View Full Version : How Do You Restart An "Inactive" fraternity?
09-16-2010, 03:06 PM
I once saw an odd little book that had info on hundreds of American college fraternities..most of them inactive. Suppose I decide that I want to resurrect a long-dead fraternal organization-how would I do it?
Assume I'm rich..can I just set up a house near a locall college and hang out my lambda phi omicron chi sign, and invite prospective members in?
Or is there some arcane rites that once must observe, to retart a long dead fraternity?
09-16-2010, 03:12 PM
You mean dead nationally, or dead on your particular campus?
If it's the latter, and you want to use their name, you'll need their permission/agreement.
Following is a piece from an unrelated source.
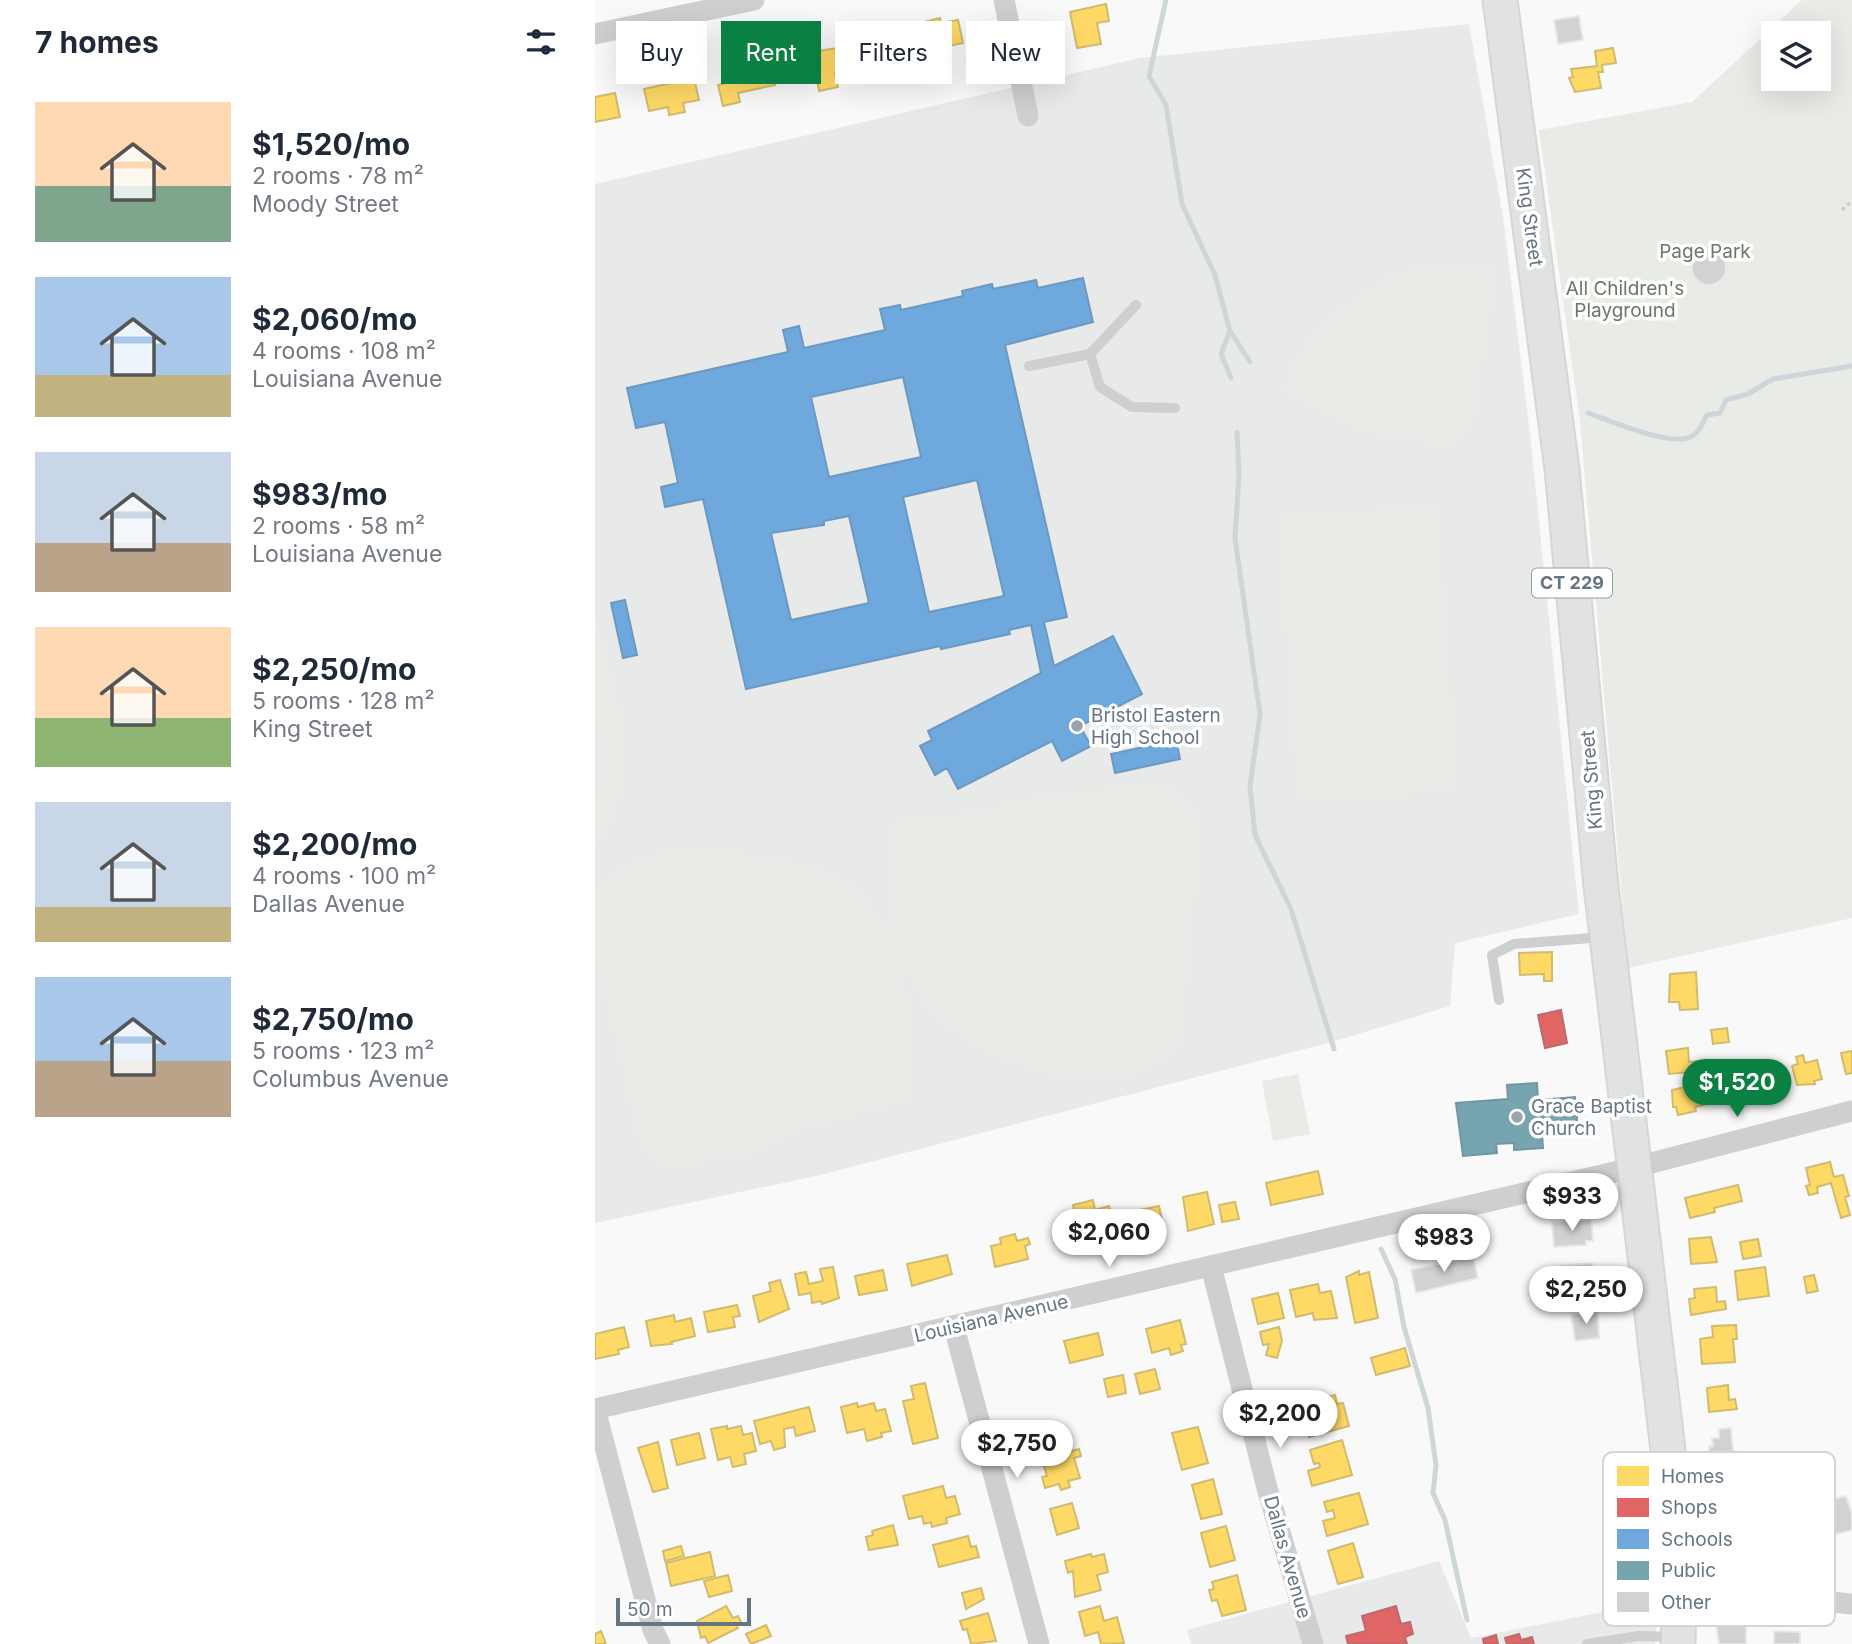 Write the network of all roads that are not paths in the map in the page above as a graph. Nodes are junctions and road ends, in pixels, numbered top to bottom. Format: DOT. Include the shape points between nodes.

If you just want to form a fraternity, you can do it and call it whatever you wish, though it would be more of a social house unless recognized as a fraternity by the college. But some colleges do have informal fraternities off campus; they are not sanctioned by anyone and the college has no control over them (there have been some rather ugly pledging incidents on some of them, where pledges died due to unregulated hazing).
If you want to revive a fraternity that's entirely dead, you would have to look into trademark issues, though it's likely trademarks have lapsed.
09-17-2010, 07:46 AM
If the fraternity is active on other campuses, then you should get into contact with either one of them or the state/national, etc. offices to find out what you should do.
If the fraternity is truly dead (e.g. no meetings have been held and no inductions made since 1945), then the trademarks, if any, are probably lapsed and you probably could use them, but I would personally want to track down old members to learn from them and be formally inducted, if possible, thus providing a real continuity with the old frat. If the fraternity has been inactive for a few decades, there should be enough members to hold a reunion meeting to induct you. If the fraternity died during the colonial administrations, good luck.
A good example of a fraternity (though not a college one) that has been restarted multiple times is the Ku Klux Klan. I think it has been held that there are no longer any trademark rights on the KKK and that anyone can start a Klan group, as the original Klan legally vanished, and with it, the rights to its name.
09-17-2010, 08:46 AM
A good example of a fraternity (though not a college one) that has been restarted multiple times is the Ku Klux Klan.
Wow, if the nerds had called them, it would have been a totally different movie.
09-17-2010, 09:41 AM
Typically this type of situation requires you to have a person that has been attending the institution for 10yrs+ without getting a degree, but they are the life of the party and a true leader. Also, it helps to have a Dean that is the arch-nemesis of this person. Once you have those ingredients, everything will fall into place for your fraternity.
09-17-2010, 09:47 AM
Typically this type of situation requires you to have a person that has been attending the institution for 10yrs+ without getting a degree, but they are the life of the party and a true leader. Also, it helps to have a Dean that is the arch-nemesis of this person. Once you have those ingredients, everything will fall into place for your fraternity.Why not hold a toga party to discuss the matter?
09-17-2010, 09:22 PM
09-17-2010, 09:33 PM
I hate "Just Google it!" answers, but in just looking around on a few national fraternity Web sites, there are lists of inactive chapters, and instructions for reactivating them. Usually, it involves the work of interested alumni and the national organization along with the students.
From what I understand, reactivated chapters get their original chapter designator back; if they were the "Gamma Chapter", they'd be restored as Gamma, not as Phi Rho. It's the equivalent of keeping a low user number or 1999 registration date on the SDMB if you return after a long absence.